→ Work instruction
When you copy the data, keep every line exactly as written and skip the pictures.

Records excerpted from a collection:
============
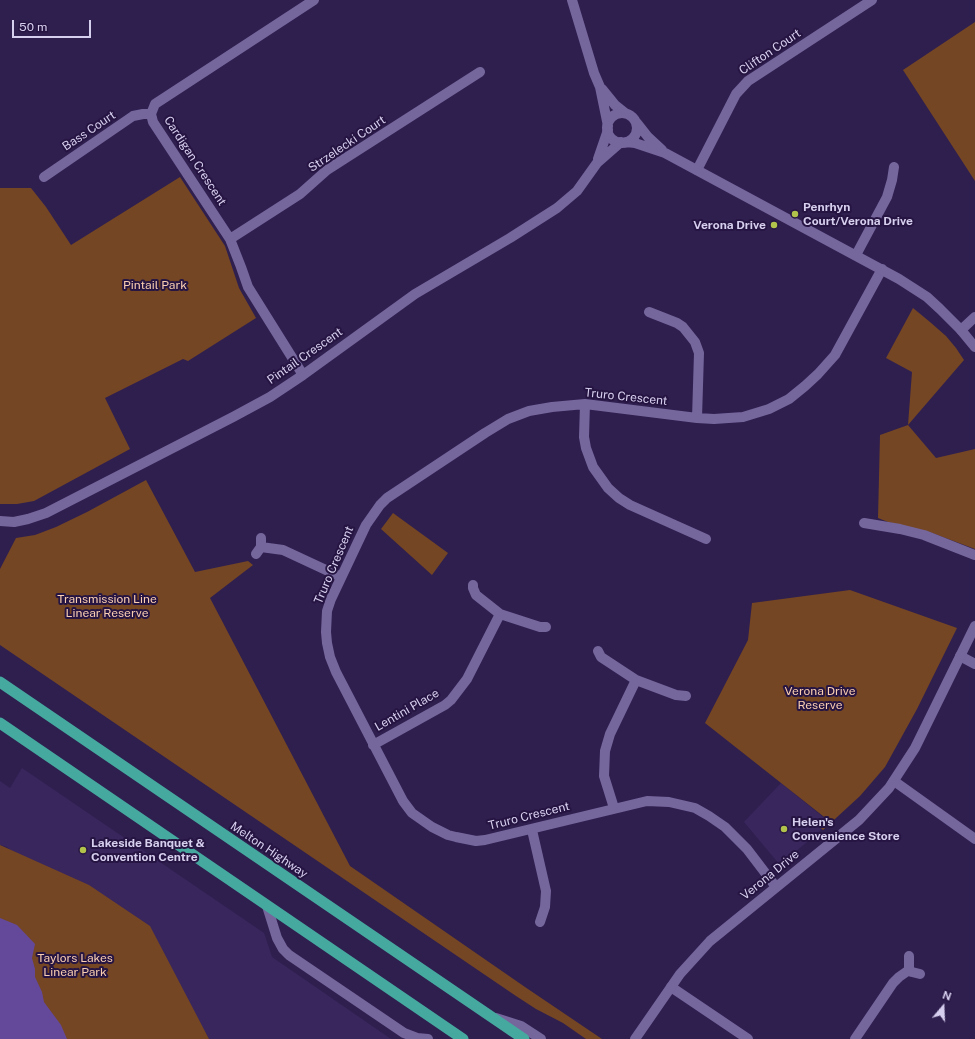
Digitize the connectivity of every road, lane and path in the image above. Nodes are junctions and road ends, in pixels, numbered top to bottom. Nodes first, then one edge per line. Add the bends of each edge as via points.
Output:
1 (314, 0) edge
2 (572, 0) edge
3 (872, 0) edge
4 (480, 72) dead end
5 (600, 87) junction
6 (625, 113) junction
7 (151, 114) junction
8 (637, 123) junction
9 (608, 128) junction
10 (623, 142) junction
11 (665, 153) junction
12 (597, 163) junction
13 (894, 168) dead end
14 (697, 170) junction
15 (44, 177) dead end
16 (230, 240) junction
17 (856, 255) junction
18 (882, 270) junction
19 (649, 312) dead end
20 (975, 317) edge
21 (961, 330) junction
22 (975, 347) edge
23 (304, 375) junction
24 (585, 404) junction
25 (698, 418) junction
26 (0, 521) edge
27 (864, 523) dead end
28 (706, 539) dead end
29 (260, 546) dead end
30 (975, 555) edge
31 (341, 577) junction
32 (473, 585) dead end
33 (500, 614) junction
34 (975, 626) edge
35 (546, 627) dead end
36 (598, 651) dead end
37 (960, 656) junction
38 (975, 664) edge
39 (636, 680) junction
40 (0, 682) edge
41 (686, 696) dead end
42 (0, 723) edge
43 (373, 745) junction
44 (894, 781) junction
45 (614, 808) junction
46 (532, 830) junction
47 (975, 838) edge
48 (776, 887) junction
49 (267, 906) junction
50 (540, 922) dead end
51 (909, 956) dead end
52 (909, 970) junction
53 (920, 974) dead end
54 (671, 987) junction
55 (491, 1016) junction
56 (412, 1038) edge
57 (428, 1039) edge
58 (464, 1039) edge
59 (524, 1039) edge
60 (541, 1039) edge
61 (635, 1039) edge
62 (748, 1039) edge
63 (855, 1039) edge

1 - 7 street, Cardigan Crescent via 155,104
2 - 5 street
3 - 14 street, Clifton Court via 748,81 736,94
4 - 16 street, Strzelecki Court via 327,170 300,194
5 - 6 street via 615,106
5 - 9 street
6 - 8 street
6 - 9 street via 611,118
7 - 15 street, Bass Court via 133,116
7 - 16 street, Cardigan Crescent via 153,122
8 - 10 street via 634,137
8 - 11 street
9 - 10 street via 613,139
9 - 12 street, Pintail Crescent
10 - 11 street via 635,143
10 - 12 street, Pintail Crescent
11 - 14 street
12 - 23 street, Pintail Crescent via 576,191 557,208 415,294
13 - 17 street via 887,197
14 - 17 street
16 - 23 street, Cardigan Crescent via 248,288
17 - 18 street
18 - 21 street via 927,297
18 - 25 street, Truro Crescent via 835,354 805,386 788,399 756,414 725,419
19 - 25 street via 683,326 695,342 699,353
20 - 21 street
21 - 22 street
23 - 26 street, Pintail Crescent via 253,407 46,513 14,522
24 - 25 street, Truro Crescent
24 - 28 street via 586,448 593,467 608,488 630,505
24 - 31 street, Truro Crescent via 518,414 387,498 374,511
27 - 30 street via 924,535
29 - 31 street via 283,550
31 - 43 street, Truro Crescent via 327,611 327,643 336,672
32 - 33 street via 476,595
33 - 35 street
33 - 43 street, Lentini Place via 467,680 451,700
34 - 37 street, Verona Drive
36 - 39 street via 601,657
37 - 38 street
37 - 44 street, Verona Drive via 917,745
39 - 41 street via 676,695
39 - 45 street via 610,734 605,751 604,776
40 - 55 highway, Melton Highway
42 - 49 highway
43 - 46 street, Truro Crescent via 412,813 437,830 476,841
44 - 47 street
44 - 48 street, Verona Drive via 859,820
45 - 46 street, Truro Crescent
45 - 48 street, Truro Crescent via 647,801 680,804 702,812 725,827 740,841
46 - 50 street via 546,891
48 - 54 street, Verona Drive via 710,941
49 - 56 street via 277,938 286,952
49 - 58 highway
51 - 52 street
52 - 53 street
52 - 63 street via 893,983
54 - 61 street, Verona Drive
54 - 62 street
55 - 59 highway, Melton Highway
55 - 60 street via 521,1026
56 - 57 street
============
→ Problem solution
Digitize the connectivity of every road, lane and path in the image above. Nodes are junctions and road ends, in pixels, numbered top to bottom. Nodes first, then one edge per line. Add the bends of each edge as via points.
Output:
1 (314, 0) edge
2 (572, 0) edge
3 (872, 0) edge
4 (480, 72) dead end
5 (600, 87) junction
6 (625, 113) junction
7 (151, 114) junction
8 (637, 123) junction
9 (608, 128) junction
10 (623, 142) junction
11 (665, 153) junction
12 (597, 163) junction
13 (894, 168) dead end
14 (697, 170) junction
15 (44, 177) dead end
16 (230, 240) junction
17 (856, 255) junction
18 (882, 270) junction
19 (649, 312) dead end
20 (975, 317) edge
21 (961, 330) junction
22 (975, 347) edge
23 (304, 375) junction
24 (585, 404) junction
25 (698, 418) junction
26 (0, 521) edge
27 (864, 523) dead end
28 (706, 539) dead end
29 (260, 546) dead end
30 (975, 555) edge
31 (341, 577) junction
32 (473, 585) dead end
33 (500, 614) junction
34 (975, 626) edge
35 (546, 627) dead end
36 (598, 651) dead end
37 (960, 656) junction
38 (975, 664) edge
39 (636, 680) junction
40 (0, 682) edge
41 (686, 696) dead end
42 (0, 723) edge
43 (373, 745) junction
44 (894, 781) junction
45 (614, 808) junction
46 (532, 830) junction
47 (975, 838) edge
48 (776, 887) junction
49 (267, 906) junction
50 (540, 922) dead end
51 (909, 956) dead end
52 (909, 970) junction
53 (920, 974) dead end
54 (671, 987) junction
55 (491, 1016) junction
56 (412, 1038) edge
57 (428, 1039) edge
58 (464, 1039) edge
59 (524, 1039) edge
60 (541, 1039) edge
61 (635, 1039) edge
62 (748, 1039) edge
63 (855, 1039) edge

1 - 7 street, Cardigan Crescent via 155,104
2 - 5 street
3 - 14 street, Clifton Court via 748,81 736,94
4 - 16 street, Strzelecki Court via 327,170 300,194
5 - 6 street via 615,106
5 - 9 street
6 - 8 street
6 - 9 street via 611,118
7 - 15 street, Bass Court via 133,116
7 - 16 street, Cardigan Crescent via 153,122
8 - 10 street via 634,137
8 - 11 street
9 - 10 street via 613,139
9 - 12 street, Pintail Crescent
10 - 11 street via 635,143
10 - 12 street, Pintail Crescent
11 - 14 street
12 - 23 street, Pintail Crescent via 576,191 557,208 415,294
13 - 17 street via 887,197
14 - 17 street
16 - 23 street, Cardigan Crescent via 248,288
17 - 18 street
18 - 21 street via 927,297
18 - 25 street, Truro Crescent via 835,354 805,386 788,399 756,414 725,419
19 - 25 street via 683,326 695,342 699,353
20 - 21 street
21 - 22 street
23 - 26 street, Pintail Crescent via 253,407 46,513 14,522
24 - 25 street, Truro Crescent
24 - 28 street via 586,448 593,467 608,488 630,505
24 - 31 street, Truro Crescent via 518,414 387,498 374,511
27 - 30 street via 924,535
29 - 31 street via 283,550
31 - 43 street, Truro Crescent via 327,611 327,643 336,672
32 - 33 street via 476,595
33 - 35 street
33 - 43 street, Lentini Place via 467,680 451,700
34 - 37 street, Verona Drive
36 - 39 street via 601,657
37 - 38 street
37 - 44 street, Verona Drive via 917,745
39 - 41 street via 676,695
39 - 45 street via 610,734 605,751 604,776
40 - 55 highway, Melton Highway
42 - 49 highway
43 - 46 street, Truro Crescent via 412,813 437,830 476,841
44 - 47 street
44 - 48 street, Verona Drive via 859,820
45 - 46 street, Truro Crescent
45 - 48 street, Truro Crescent via 647,801 680,804 702,812 725,827 740,841
46 - 50 street via 546,891
48 - 54 street, Verona Drive via 710,941
49 - 56 street via 277,938 286,952
49 - 58 highway
51 - 52 street
52 - 53 street
52 - 63 street via 893,983
54 - 61 street, Verona Drive
54 - 62 street
55 - 59 highway, Melton Highway
55 - 60 street via 521,1026
56 - 57 street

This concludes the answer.